#### [Extracted data]
= Beginning of Section =
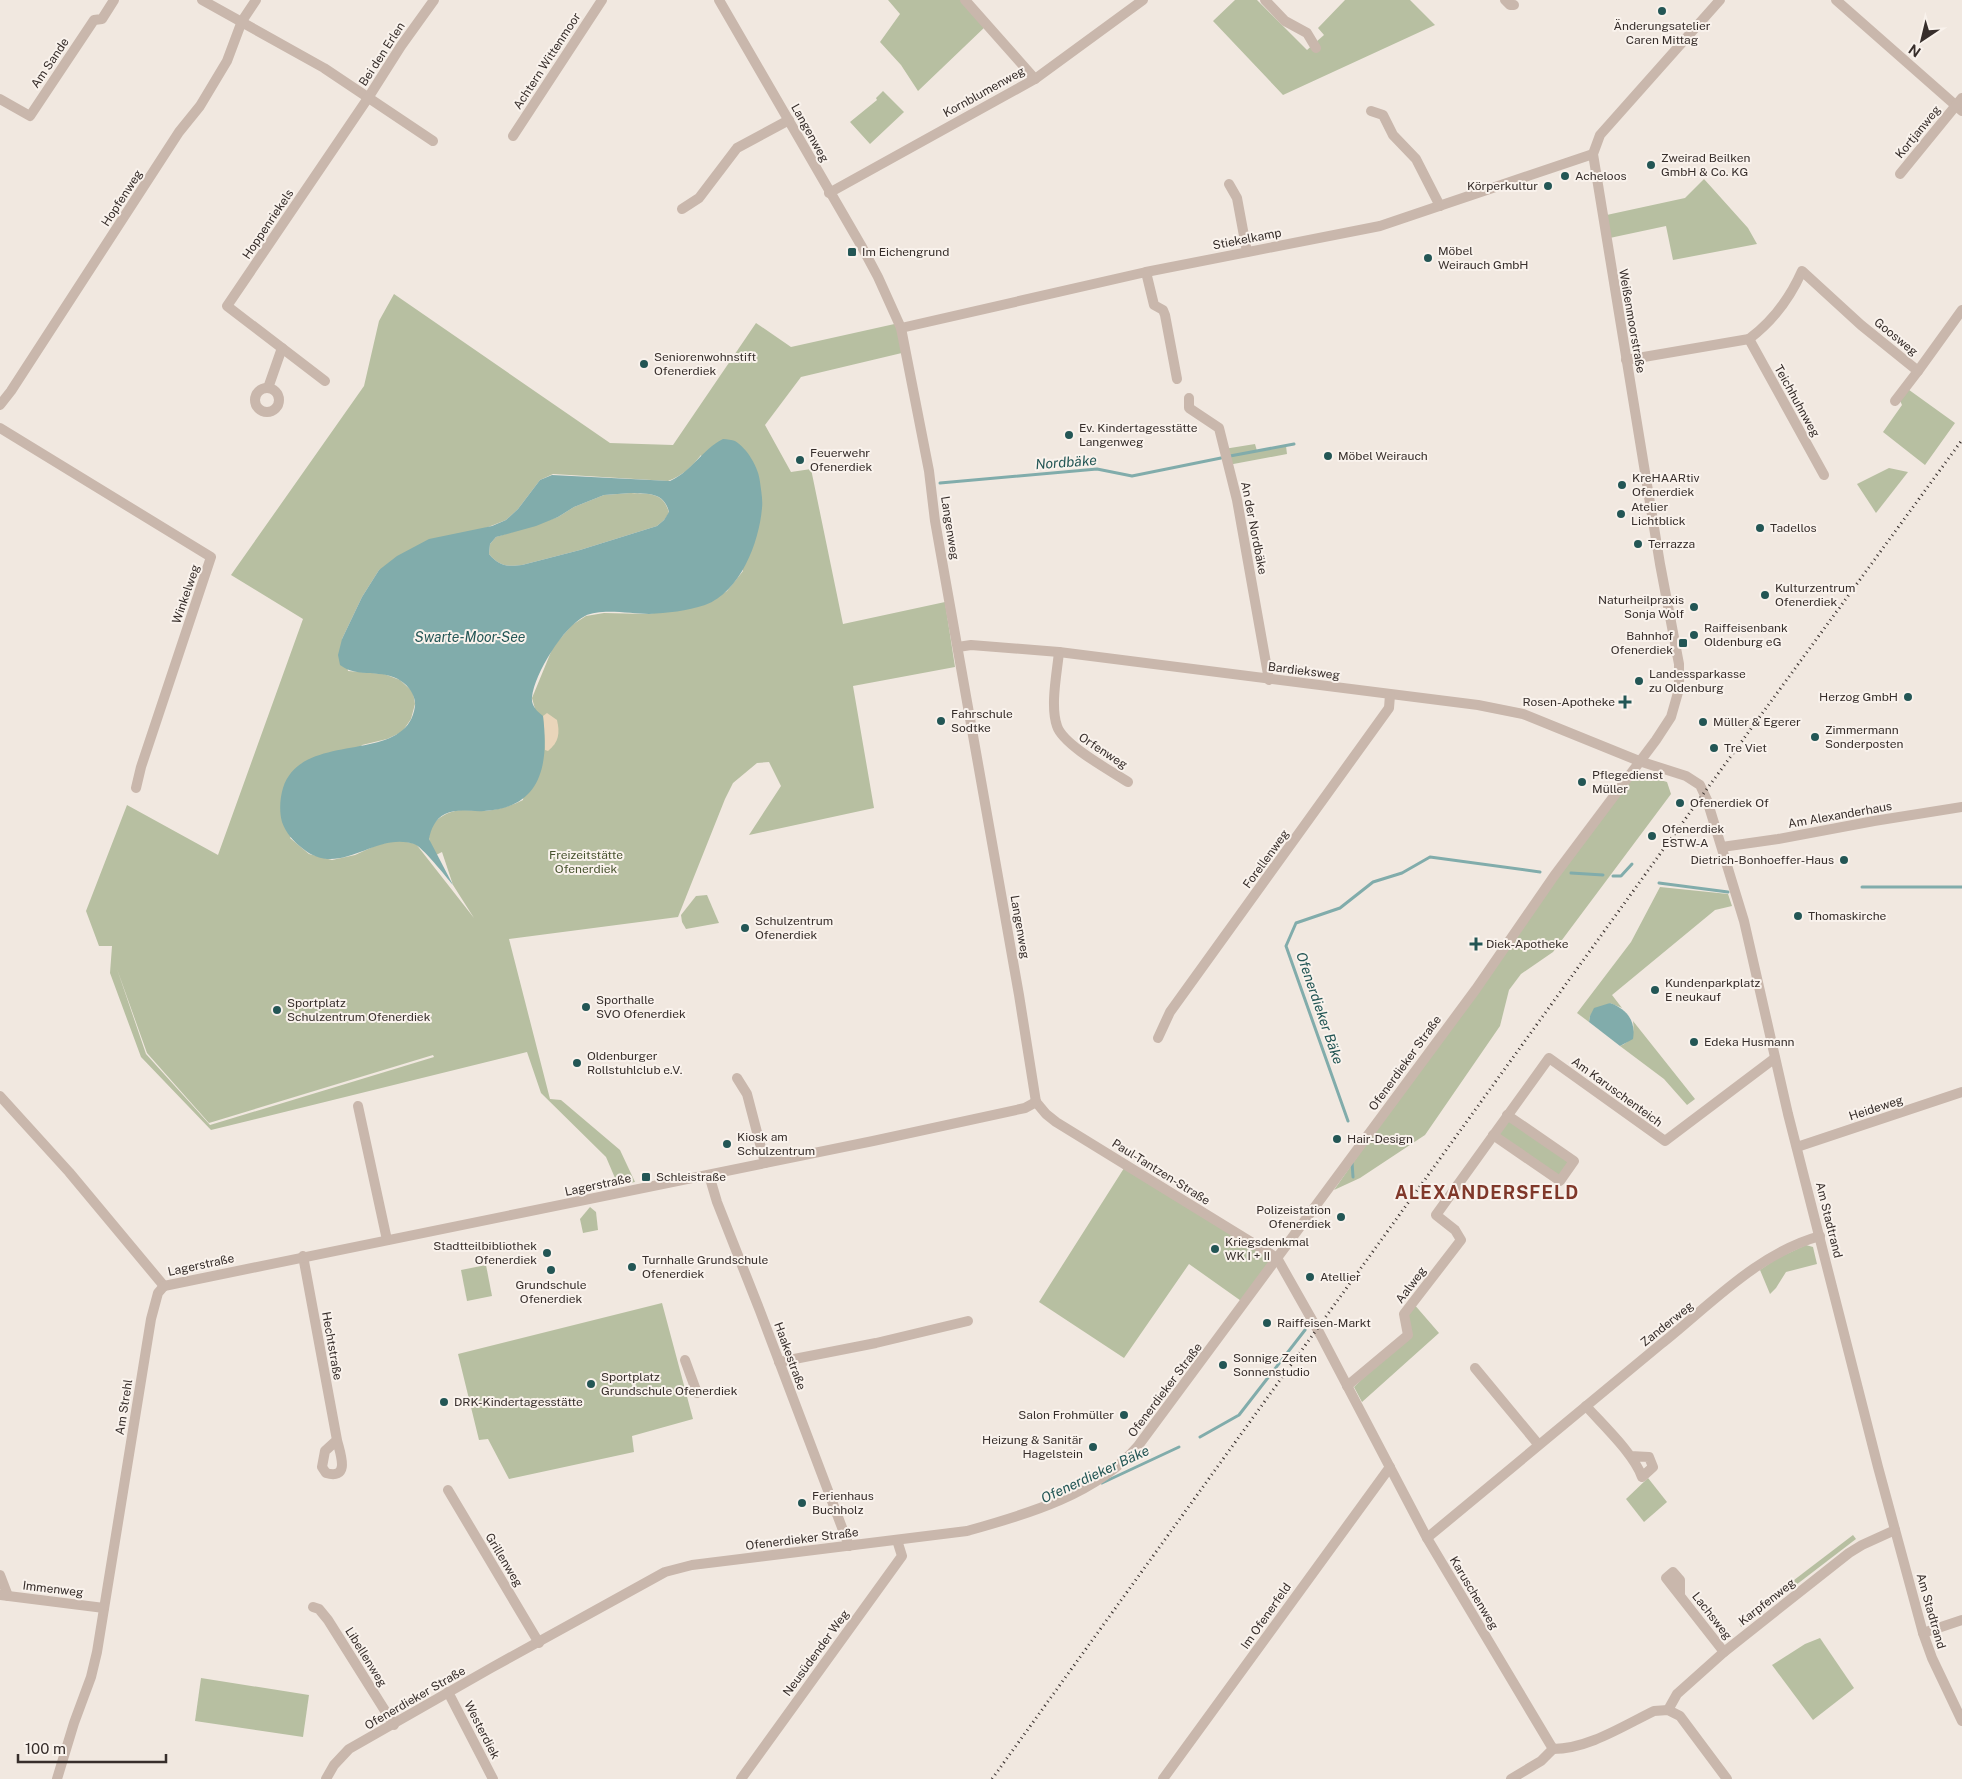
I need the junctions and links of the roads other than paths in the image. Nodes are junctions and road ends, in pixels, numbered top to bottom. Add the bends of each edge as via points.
1 (114, 0) edge
2 (202, 0) edge
3 (256, 0) edge
4 (434, 0) edge
5 (602, 0) edge
6 (719, 0) edge
7 (965, 0) edge
8 (1143, 0) edge
9 (1264, 0) edge
10 (1720, 0) edge
11 (1836, 0) edge
12 (242, 21) junction
13 (1316, 48) dead end
14 (1035, 79) junction
15 (0, 98) edge
16 (368, 98) junction
17 (1960, 105) edge
18 (1371, 111) dead end
19 (789, 120) junction
20 (512, 136) dead end
21 (433, 141) dead end
22 (1592, 154) junction
23 (1900, 174) dead end
24 (1229, 184) dead end
25 (829, 193) junction
26 (1440, 206) junction
27 (682, 209) dead end
28 (1247, 252) junction
29 (1146, 272) junction
30 (1962, 310) edge
31 (901, 328) junction
32 (1749, 339) junction
33 (282, 348) junction
34 (1626, 360) junction
35 (1918, 371) junction
36 (1177, 379) dead end
37 (325, 381) dead end
38 (268, 388) dead end
39 (1189, 398) dead end
40 (1895, 401) dead end
41 (0, 405) edge
42 (0, 428) edge
43 (1824, 475) dead end
44 (958, 647) junction
45 (1059, 652) junction
46 (1269, 680) junction
47 (1679, 690) joint
48 (1390, 695) junction
49 (1639, 761) junction
50 (1128, 782) dead end
51 (136, 788) dead end
52 (1962, 808) edge
53 (1722, 847) junction
54 (1158, 1038) dead end
55 (1775, 1058) junction
56 (737, 1078) dead end
57 (1962, 1092) edge
58 (0, 1096) edge
59 (1036, 1102) junction
60 (358, 1106) dead end
61 (1507, 1115) junction
62 (1493, 1135) junction
63 (1797, 1147) junction
64 (765, 1163) junction
65 (708, 1174) junction
66 (1820, 1236) junction
67 (387, 1240) junction
68 (1461, 1240) joint
69 (304, 1256) junction
70 (1278, 1258) junction
71 (164, 1286) junction
72 (968, 1321) dead end
73 (685, 1360) dead end
74 (779, 1362) junction
75 (1475, 1368) dead end
76 (1347, 1386) junction
77 (697, 1393) dead end
78 (1586, 1406) junction
79 (337, 1440) dead end
80 (1538, 1444) junction
81 (1630, 1456) dead end
82 (1390, 1467) junction
83 (448, 1490) dead end
84 (1895, 1530) junction
85 (1427, 1538) junction
86 (896, 1540) junction
87 (848, 1546) junction
88 (0, 1575) edge
89 (4, 1595) edge
90 (1680, 1595) dead end
91 (313, 1607) dead end
92 (104, 1608) junction
93 (1962, 1620) edge
94 (1923, 1633) junction
95 (539, 1643) junction
96 (1724, 1652) junction
97 (448, 1692) junction
98 (1668, 1710) junction
99 (1962, 1721) edge
100 (394, 1724) junction
101 (1553, 1749) junction
102 (57, 1779) edge
103 (326, 1779) edge
104 (492, 1779) edge
105 (741, 1779) edge
106 (1163, 1779) edge
107 (1511, 1779) edge
108 (1727, 1779) edge

1 - 15 street, Am Sande via 102,19 94,20 30,116
2 - 12 street
3 - 12 street, Hopfenweg
4 - 16 street, Bei den Erlen
5 - 20 street, Achtern Wittenmoor
6 - 19 street, Langenweg
7 - 14 street
8 - 14 street, Kornblumenweg
9 - 13 street via 1285,21 1307,33
10 - 22 street via 1604,131
11 - 17 street, Kortjanweg
12 - 16 street via 324,68
12 - 41 street, Hopfenweg via 227,61 200,106 179,132
14 - 25 street, Kornblumenweg
16 - 21 street
16 - 33 street, Hoppenriekels via 227,306
17 - 23 street, Kortjanweg
18 - 26 street via 1383,115 1393,136 1416,159
19 - 25 street, Langenweg
19 - 27 street via 737,148 699,198
22 - 26 street, Stiekelkamp
22 - 34 street, Weißenmoorstraße
24 - 28 street via 1238,198
25 - 31 street, Langenweg via 878,277
26 - 28 street, Stiekelkamp via 1380,226
28 - 29 street, Stiekelkamp
29 - 31 street, Stiekelkamp
29 - 36 street via 1154,305 1163,310 1165,316
30 - 35 street, Goosweg
31 - 44 street, Langenweg
32 - 34 street
32 - 35 street, Goosweg via 1765,327 1794,290 1802,271
32 - 43 street, Teichhuhnweg
33 - 37 street, Hoppenriekels
33 - 38 street
34 - 47 street, Weißenmoorstraße via 1679,664
35 - 40 street
39 - 46 street, An der Nordbäke via 1189,408 1219,428 1237,500
42 - 51 street, Winkelweg via 212,557
44 - 45 street, Bardieksweg via 971,645
44 - 59 street, Langenweg
45 - 46 street, Bardieksweg
45 - 50 street, Orfenweg via 1055,707 1057,726 1068,743
46 - 48 street, Bardieksweg
47 - 49 street, Ofenerdieker Straße via 1670,717
48 - 49 street, Bardieksweg via 1478,705 1523,714
48 - 54 street, Forellenweg via 1389,708 1170,1012
49 - 53 street, Am Stadtrand via 1686,776 1700,785
49 - 70 street, Ofenerdieker Straße
52 - 53 street, Am Alexanderhaus
53 - 55 street, Am Stadtrand via 1754,959
55 - 61 street, Am Karuschenteich via 1665,1141 1548,1058
55 - 63 street, Am Stadtrand
56 - 64 street via 747,1094
57 - 63 street, Heideweg
58 - 71 street via 69,1172
59 - 64 street, Lagerstraße via 991,1116
59 - 70 street, Paul-Tantzen-Straße via 1056,1122
60 - 67 street
61 - 62 street, Am Karuschenteich
61 - 62 street via 1574,1161 1560,1181
62 - 68 street, Am Karuschenteich via 1436,1214 1455,1230
63 - 66 street, Am Stadtrand
64 - 65 street, Lagerstraße
65 - 67 street, Lagerstraße
65 - 74 street, Haakestraße
66 - 78 street, Zanderweg via 1781,1251 1757,1267
66 - 84 street, Am Stadtrand
67 - 69 street, Lagerstraße
68 - 76 street, Aalweg via 1404,1314 1408,1335
69 - 71 street, Lagerstraße
69 - 79 street, Hechtstraße
70 - 76 street, Karuschenweg
70 - 86 street, Ofenerdieker Straße via 1125,1461 1081,1490 1010,1519 967,1530
71 - 92 street, Am Strehl via 158,1293 151,1319
72 - 74 street
73 - 77 street
74 - 87 street, Haakestraße
75 - 80 street
76 - 82 street, Karuschenweg
78 - 80 street, Zanderweg
78 - 81 street
80 - 85 street, Zanderweg
82 - 85 street, Karuschenweg
82 - 106 street, Im Ofenerfeld
83 - 95 street, Grillenweg
84 - 94 street, Am Stadtrand
84 - 96 street, Karpfenweg via 1849,1554
85 - 101 street, Karuschenweg
86 - 87 street, Ofenerdieker Straße
86 - 105 street, Neusüdender Weg via 902,1556
87 - 95 street, Ofenerdieker Straße via 679,1568 642,1584
88 - 89 street
89 - 92 street, Immenweg
90 - 96 street, Lachsweg
91 - 100 street, Libellenweg via 328,1620
92 - 102 street, Am Strehl via 94,1665
93 - 94 street
94 - 99 street, Am Stadtrand
95 - 97 street, Ofenerdieker Straße
96 - 98 street, Karpfenweg via 1677,1694
97 - 100 street, Ofenerdieker Straße
97 - 104 street, Westerdiek
98 - 101 street via 1654,1711 1580,1745
98 - 108 street via 1680,1716
100 - 103 street, Ofenerdieker Straße via 349,1749
101 - 107 street via 1541,1761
= End of Section =
#### [Task item]
Although the entries contain pictures, copy everything else in them exactly.

#### [Written solution]
I need the junctions and links of the roads other than paths in the image. Nodes are junctions and road ends, in pixels, numbered top to bottom. Add the bends of each edge as via points.
1 (114, 0) edge
2 (202, 0) edge
3 (256, 0) edge
4 (434, 0) edge
5 (602, 0) edge
6 (719, 0) edge
7 (965, 0) edge
8 (1143, 0) edge
9 (1264, 0) edge
10 (1720, 0) edge
11 (1836, 0) edge
12 (242, 21) junction
13 (1316, 48) dead end
14 (1035, 79) junction
15 (0, 98) edge
16 (368, 98) junction
17 (1960, 105) edge
18 (1371, 111) dead end
19 (789, 120) junction
20 (512, 136) dead end
21 (433, 141) dead end
22 (1592, 154) junction
23 (1900, 174) dead end
24 (1229, 184) dead end
25 (829, 193) junction
26 (1440, 206) junction
27 (682, 209) dead end
28 (1247, 252) junction
29 (1146, 272) junction
30 (1962, 310) edge
31 (901, 328) junction
32 (1749, 339) junction
33 (282, 348) junction
34 (1626, 360) junction
35 (1918, 371) junction
36 (1177, 379) dead end
37 (325, 381) dead end
38 (268, 388) dead end
39 (1189, 398) dead end
40 (1895, 401) dead end
41 (0, 405) edge
42 (0, 428) edge
43 (1824, 475) dead end
44 (958, 647) junction
45 (1059, 652) junction
46 (1269, 680) junction
47 (1679, 690) joint
48 (1390, 695) junction
49 (1639, 761) junction
50 (1128, 782) dead end
51 (136, 788) dead end
52 (1962, 808) edge
53 (1722, 847) junction
54 (1158, 1038) dead end
55 (1775, 1058) junction
56 (737, 1078) dead end
57 (1962, 1092) edge
58 (0, 1096) edge
59 (1036, 1102) junction
60 (358, 1106) dead end
61 (1507, 1115) junction
62 (1493, 1135) junction
63 (1797, 1147) junction
64 (765, 1163) junction
65 (708, 1174) junction
66 (1820, 1236) junction
67 (387, 1240) junction
68 (1461, 1240) joint
69 (304, 1256) junction
70 (1278, 1258) junction
71 (164, 1286) junction
72 (968, 1321) dead end
73 (685, 1360) dead end
74 (779, 1362) junction
75 (1475, 1368) dead end
76 (1347, 1386) junction
77 (697, 1393) dead end
78 (1586, 1406) junction
79 (337, 1440) dead end
80 (1538, 1444) junction
81 (1630, 1456) dead end
82 (1390, 1467) junction
83 (448, 1490) dead end
84 (1895, 1530) junction
85 (1427, 1538) junction
86 (896, 1540) junction
87 (848, 1546) junction
88 (0, 1575) edge
89 (4, 1595) edge
90 (1680, 1595) dead end
91 (313, 1607) dead end
92 (104, 1608) junction
93 (1962, 1620) edge
94 (1923, 1633) junction
95 (539, 1643) junction
96 (1724, 1652) junction
97 (448, 1692) junction
98 (1668, 1710) junction
99 (1962, 1721) edge
100 (394, 1724) junction
101 (1553, 1749) junction
102 (57, 1779) edge
103 (326, 1779) edge
104 (492, 1779) edge
105 (741, 1779) edge
106 (1163, 1779) edge
107 (1511, 1779) edge
108 (1727, 1779) edge

1 - 15 street, Am Sande via 102,19 94,20 30,116
2 - 12 street
3 - 12 street, Hopfenweg
4 - 16 street, Bei den Erlen
5 - 20 street, Achtern Wittenmoor
6 - 19 street, Langenweg
7 - 14 street
8 - 14 street, Kornblumenweg
9 - 13 street via 1285,21 1307,33
10 - 22 street via 1604,131
11 - 17 street, Kortjanweg
12 - 16 street via 324,68
12 - 41 street, Hopfenweg via 227,61 200,106 179,132
14 - 25 street, Kornblumenweg
16 - 21 street
16 - 33 street, Hoppenriekels via 227,306
17 - 23 street, Kortjanweg
18 - 26 street via 1383,115 1393,136 1416,159
19 - 25 street, Langenweg
19 - 27 street via 737,148 699,198
22 - 26 street, Stiekelkamp
22 - 34 street, Weißenmoorstraße
24 - 28 street via 1238,198
25 - 31 street, Langenweg via 878,277
26 - 28 street, Stiekelkamp via 1380,226
28 - 29 street, Stiekelkamp
29 - 31 street, Stiekelkamp
29 - 36 street via 1154,305 1163,310 1165,316
30 - 35 street, Goosweg
31 - 44 street, Langenweg
32 - 34 street
32 - 35 street, Goosweg via 1765,327 1794,290 1802,271
32 - 43 street, Teichhuhnweg
33 - 37 street, Hoppenriekels
33 - 38 street
34 - 47 street, Weißenmoorstraße via 1679,664
35 - 40 street
39 - 46 street, An der Nordbäke via 1189,408 1219,428 1237,500
42 - 51 street, Winkelweg via 212,557
44 - 45 street, Bardieksweg via 971,645
44 - 59 street, Langenweg
45 - 46 street, Bardieksweg
45 - 50 street, Orfenweg via 1055,707 1057,726 1068,743
46 - 48 street, Bardieksweg
47 - 49 street, Ofenerdieker Straße via 1670,717
48 - 49 street, Bardieksweg via 1478,705 1523,714
48 - 54 street, Forellenweg via 1389,708 1170,1012
49 - 53 street, Am Stadtrand via 1686,776 1700,785
49 - 70 street, Ofenerdieker Straße
52 - 53 street, Am Alexanderhaus
53 - 55 street, Am Stadtrand via 1754,959
55 - 61 street, Am Karuschenteich via 1665,1141 1548,1058
55 - 63 street, Am Stadtrand
56 - 64 street via 747,1094
57 - 63 street, Heideweg
58 - 71 street via 69,1172
59 - 64 street, Lagerstraße via 991,1116
59 - 70 street, Paul-Tantzen-Straße via 1056,1122
60 - 67 street
61 - 62 street, Am Karuschenteich
61 - 62 street via 1574,1161 1560,1181
62 - 68 street, Am Karuschenteich via 1436,1214 1455,1230
63 - 66 street, Am Stadtrand
64 - 65 street, Lagerstraße
65 - 67 street, Lagerstraße
65 - 74 street, Haakestraße
66 - 78 street, Zanderweg via 1781,1251 1757,1267
66 - 84 street, Am Stadtrand
67 - 69 street, Lagerstraße
68 - 76 street, Aalweg via 1404,1314 1408,1335
69 - 71 street, Lagerstraße
69 - 79 street, Hechtstraße
70 - 76 street, Karuschenweg
70 - 86 street, Ofenerdieker Straße via 1125,1461 1081,1490 1010,1519 967,1530
71 - 92 street, Am Strehl via 158,1293 151,1319
72 - 74 street
73 - 77 street
74 - 87 street, Haakestraße
75 - 80 street
76 - 82 street, Karuschenweg
78 - 80 street, Zanderweg
78 - 81 street
80 - 85 street, Zanderweg
82 - 85 street, Karuschenweg
82 - 106 street, Im Ofenerfeld
83 - 95 street, Grillenweg
84 - 94 street, Am Stadtrand
84 - 96 street, Karpfenweg via 1849,1554
85 - 101 street, Karuschenweg
86 - 87 street, Ofenerdieker Straße
86 - 105 street, Neusüdender Weg via 902,1556
87 - 95 street, Ofenerdieker Straße via 679,1568 642,1584
88 - 89 street
89 - 92 street, Immenweg
90 - 96 street, Lachsweg
91 - 100 street, Libellenweg via 328,1620
92 - 102 street, Am Strehl via 94,1665
93 - 94 street
94 - 99 street, Am Stadtrand
95 - 97 street, Ofenerdieker Straße
96 - 98 street, Karpfenweg via 1677,1694
97 - 100 street, Ofenerdieker Straße
97 - 104 street, Westerdiek
98 - 101 street via 1654,1711 1580,1745
98 - 108 street via 1680,1716
100 - 103 street, Ofenerdieker Straße via 349,1749
101 - 107 street via 1541,1761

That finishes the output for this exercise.